• Data records
::::::::::
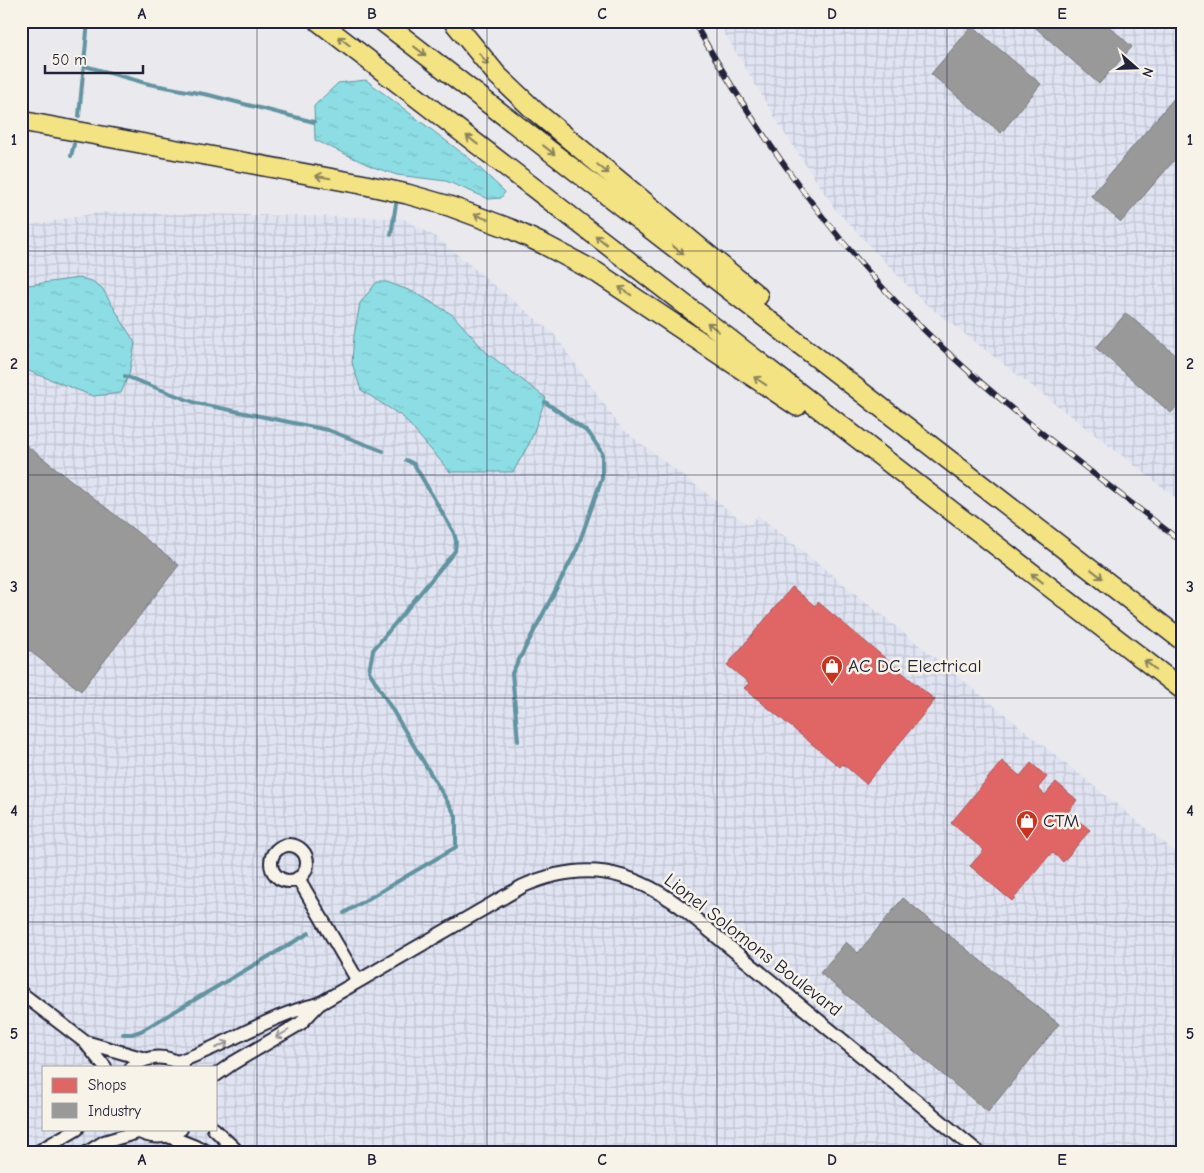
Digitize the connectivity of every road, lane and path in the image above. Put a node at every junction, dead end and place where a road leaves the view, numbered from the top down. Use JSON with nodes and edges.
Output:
{"nodes":[{"id":1,"x":318,"y":21,"type":"edge"},
{"id":2,"x":382,"y":21,"type":"edge"},
{"id":3,"x":453,"y":21,"type":"edge"},
{"id":4,"x":21,"y":121,"type":"edge"},
{"id":5,"x":904,"y":474,"type":"junction"},
{"id":6,"x":1067,"y":551,"type":"junction"},
{"id":7,"x":1183,"y":641,"type":"edge"},
{"id":8,"x":1183,"y":690,"type":"edge"},
{"id":9,"x":298,"y":878,"type":"dead end"},
{"id":10,"x":358,"y":981,"type":"junction"},
{"id":11,"x":21,"y":993,"type":"edge"},
{"id":12,"x":319,"y":1004,"type":"junction"},
{"id":13,"x":86,"y":1042,"type":"junction"},
{"id":14,"x":145,"y":1059,"type":"junction"},
{"id":15,"x":180,"y":1064,"type":"edge"},
{"id":16,"x":104,"y":1066,"type":"edge"},
{"id":17,"x":134,"y":1066,"type":"edge"},
{"id":18,"x":218,"y":1073,"type":"edge"},
{"id":19,"x":75,"y":1130,"type":"edge"},
{"id":20,"x":136,"y":1130,"type":"edge"},
{"id":21,"x":179,"y":1130,"type":"edge"},
{"id":22,"x":215,"y":1130,"type":"edge"},
{"id":23,"x":168,"y":1136,"type":"junction"},
{"id":24,"x":38,"y":1152,"type":"edge"},
{"id":25,"x":88,"y":1152,"type":"edge"},
{"id":26,"x":208,"y":1152,"type":"edge"},
{"id":27,"x":238,"y":1152,"type":"edge"},
{"id":28,"x":978,"y":1152,"type":"edge"}],
"edges":[{"from":5,"to":1,"type":"highway","one_way":true},
{"from":2,"to":6,"type":"highway","one_way":true},
{"from":3,"to":6,"type":"highway","one_way":true},
{"from":5,"to":4,"type":"highway","one_way":true},
{"from":8,"to":5,"type":"highway","one_way":true},
{"from":6,"to":7,"type":"highway","one_way":true},
{"from":9,"to":10,"type":"street"},
{"from":10,"to":12,"type":"street","name":"Lionel Solomons Boulevard"},
{"from":10,"to":28,"type":"street","name":"Lionel Solomons Boulevard"},
{"from":11,"to":13,"type":"street"},
{"from":15,"to":12,"type":"street","name":"Lionel Solomons Boulevard","one_way":true},
{"from":12,"to":18,"type":"street","name":"Lionel Solomons Boulevard","one_way":true},
{"from":13,"to":14,"type":"street"},
{"from":13,"to":16,"type":"street"},
{"from":14,"to":15,"type":"street"},
{"from":14,"to":17,"type":"street"},
{"from":19,"to":24,"type":"street"},
{"from":20,"to":23,"type":"street"},
{"from":20,"to":25,"type":"street"},
{"from":21,"to":23,"type":"street"},
{"from":22,"to":27,"type":"street"},
{"from":23,"to":26,"type":"street"}]}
::::::::::
• Assignment
Find every line above where the word "name" occurs, and copy that line.

• Finished task
{"from":10,"to":12,"type":"street","name":"Lionel Solomons Boulevard"},
{"from":10,"to":28,"type":"street","name":"Lionel Solomons Boulevard"},
{"from":15,"to":12,"type":"street","name":"Lionel Solomons Boulevard","one_way":true},
{"from":12,"to":18,"type":"street","name":"Lionel Solomons Boulevard","one_way":true},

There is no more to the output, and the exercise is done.